Hydraulic fracking is a method of getting gas out of the ground that's stirring controversy in Beauregard and Vernon Parishes. Lately there are questions about whether fracking or similar activity may cause earthquakes.
On New Year's Eve there was an earthquake in Youngstown, Ohio-- and some wonder if deep well injection of wastewater in the area may have triggered the quake and others.
The New Year's Eve earthquake registered 4.0 the Richter scale. Damage was minimal, but it left many wondering if the quake and ten others were trigger by an injection well used for wastewater disposal. Officials in Ohio say the well holds fluids from hydraulic fracturing-a process that creates wastewater in need of disposal.
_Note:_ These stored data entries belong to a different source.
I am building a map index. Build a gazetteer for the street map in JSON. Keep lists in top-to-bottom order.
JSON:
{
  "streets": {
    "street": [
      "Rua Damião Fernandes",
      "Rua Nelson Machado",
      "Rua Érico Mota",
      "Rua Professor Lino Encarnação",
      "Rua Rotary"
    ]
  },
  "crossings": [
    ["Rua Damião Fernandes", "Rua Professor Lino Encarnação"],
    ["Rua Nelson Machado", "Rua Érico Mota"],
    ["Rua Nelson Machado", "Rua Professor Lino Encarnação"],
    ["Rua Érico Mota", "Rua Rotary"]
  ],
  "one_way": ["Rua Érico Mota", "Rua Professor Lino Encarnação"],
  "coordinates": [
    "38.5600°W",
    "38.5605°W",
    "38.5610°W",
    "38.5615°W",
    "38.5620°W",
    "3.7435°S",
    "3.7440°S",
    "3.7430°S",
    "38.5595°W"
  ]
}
Over the past two years there have been 11 earthquakes near the well, but some think the state should shut down the drilling. Says Brian Rothenberg with a group called ProgressOhio, "At this point, you need a moratorium, basically, until we know what to do here. Because quite frankly, we didn't have earthquakes in Youngstown.We have earthquakes in Youngstown now."
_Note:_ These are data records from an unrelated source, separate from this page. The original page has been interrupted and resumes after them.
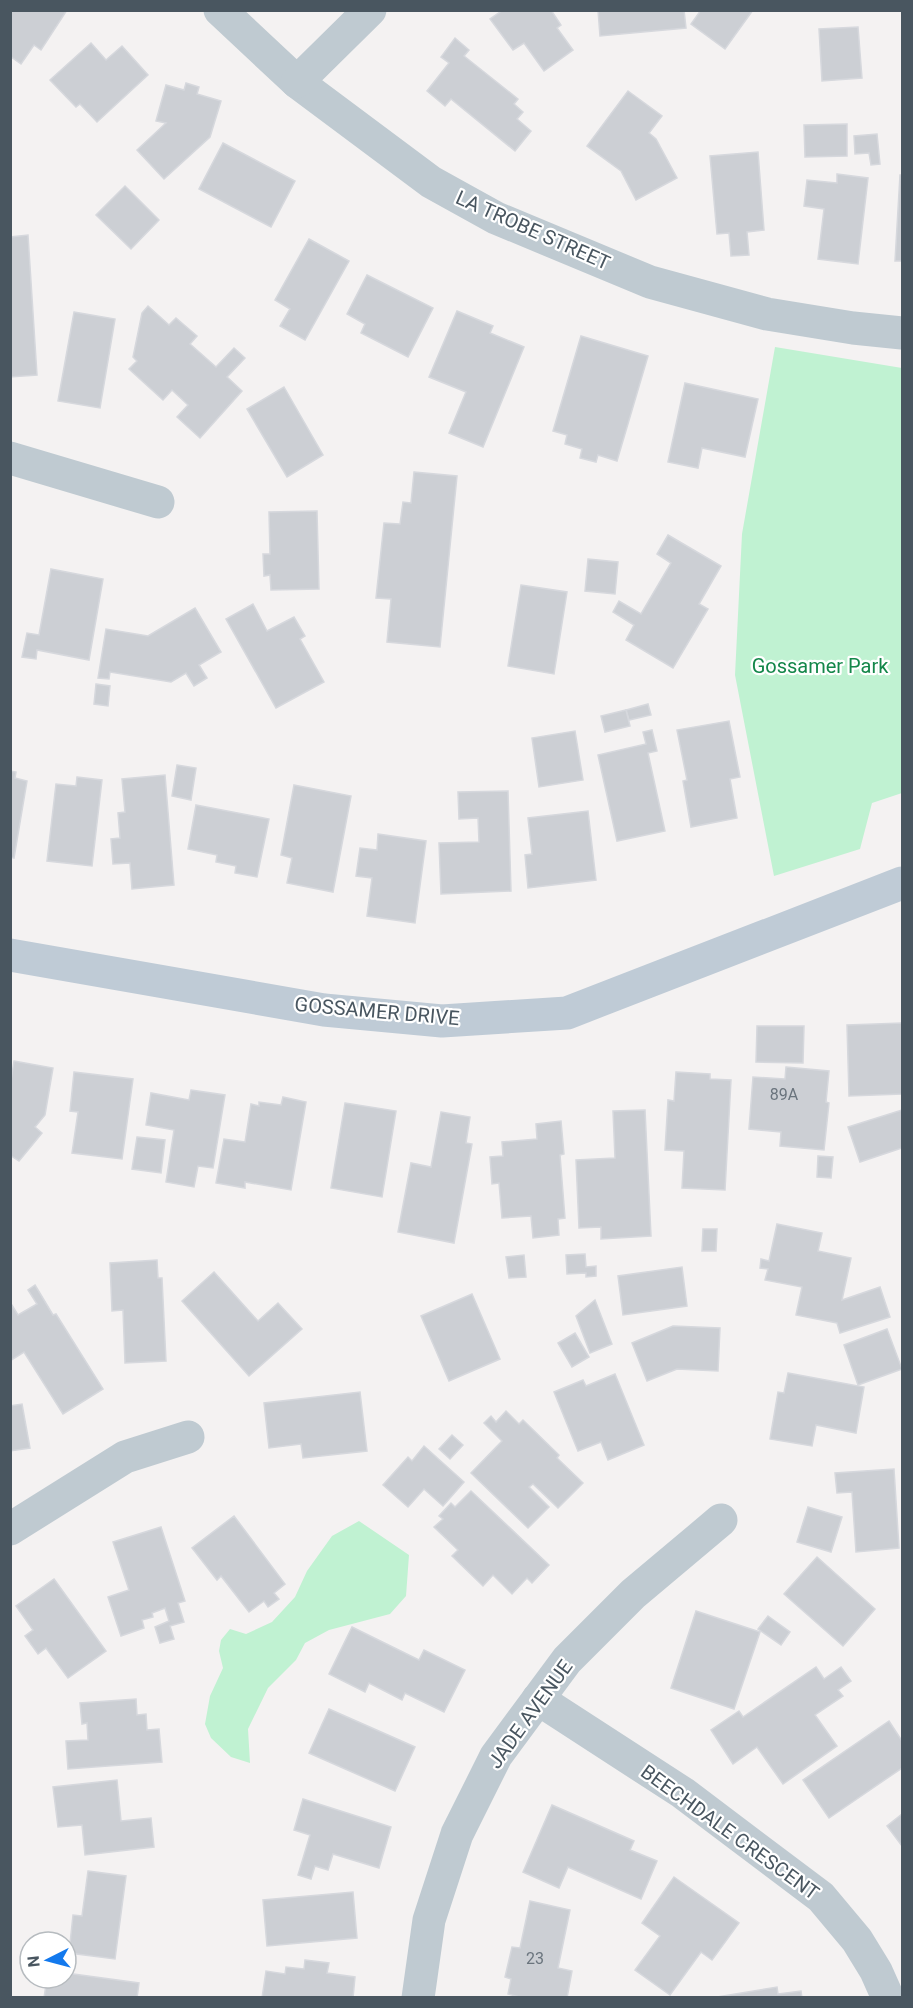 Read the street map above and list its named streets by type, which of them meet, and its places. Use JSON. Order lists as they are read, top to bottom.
{
  "streets": {
    "main road": ["GOSSAMER DRIVE"],
    "street": ["LA TROBE STREET", "JADE AVENUE", "BEECHDALE CRESCENT"]
  },
  "crossings": [
    ["JADE AVENUE", "BEECHDALE CRESCENT"]
  ],
  "parks": ["Gossamer Park"],
  "house_numbers": ["89A", "23"],
  "north": "left"
}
Those who have been sounding the alarm against fracking in Beauregard and Vernon Parish think it makes sense that injecting fluids into the sub-surface would influence seismic activity. Says Bonnie McElroy, "They force this toxic wastewater down under pressure and if there are fault lines in the area, it certainly stands to reason that it could cause an earthquake."
Micah Pruitt is also a concerned citizen from Beauregard Parish. "What's happening, if you just picture in your mind, we're shoving, we're pressurizing the earth in areas that are sensitive to fault lines. So, we're encouraging these fault lines to slip and that's exactly what's happening."
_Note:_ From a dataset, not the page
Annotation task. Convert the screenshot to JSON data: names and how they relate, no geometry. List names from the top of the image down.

But Don Briggs with the Louisiana Oil and Gas association says the disposal well in Ohio has nothing to do with hydraulic fracking and that either kind of well would cause an earthquake. "All the true experts including with EPA and other federal agencies say there's no correlation between disposal wells and the earthquakes at all."
Briggs quotes a scientist with U.S. Geological survey saying, "Fracking itself probably does not put enough energy into the ground to trigger an earthquake. They're not a safety hazard he said."
Apparently the well at issue in Ohio has been shut down pending further investigation. In Ohio they're said to have 177 such wells none of which have been connected to seismic activity.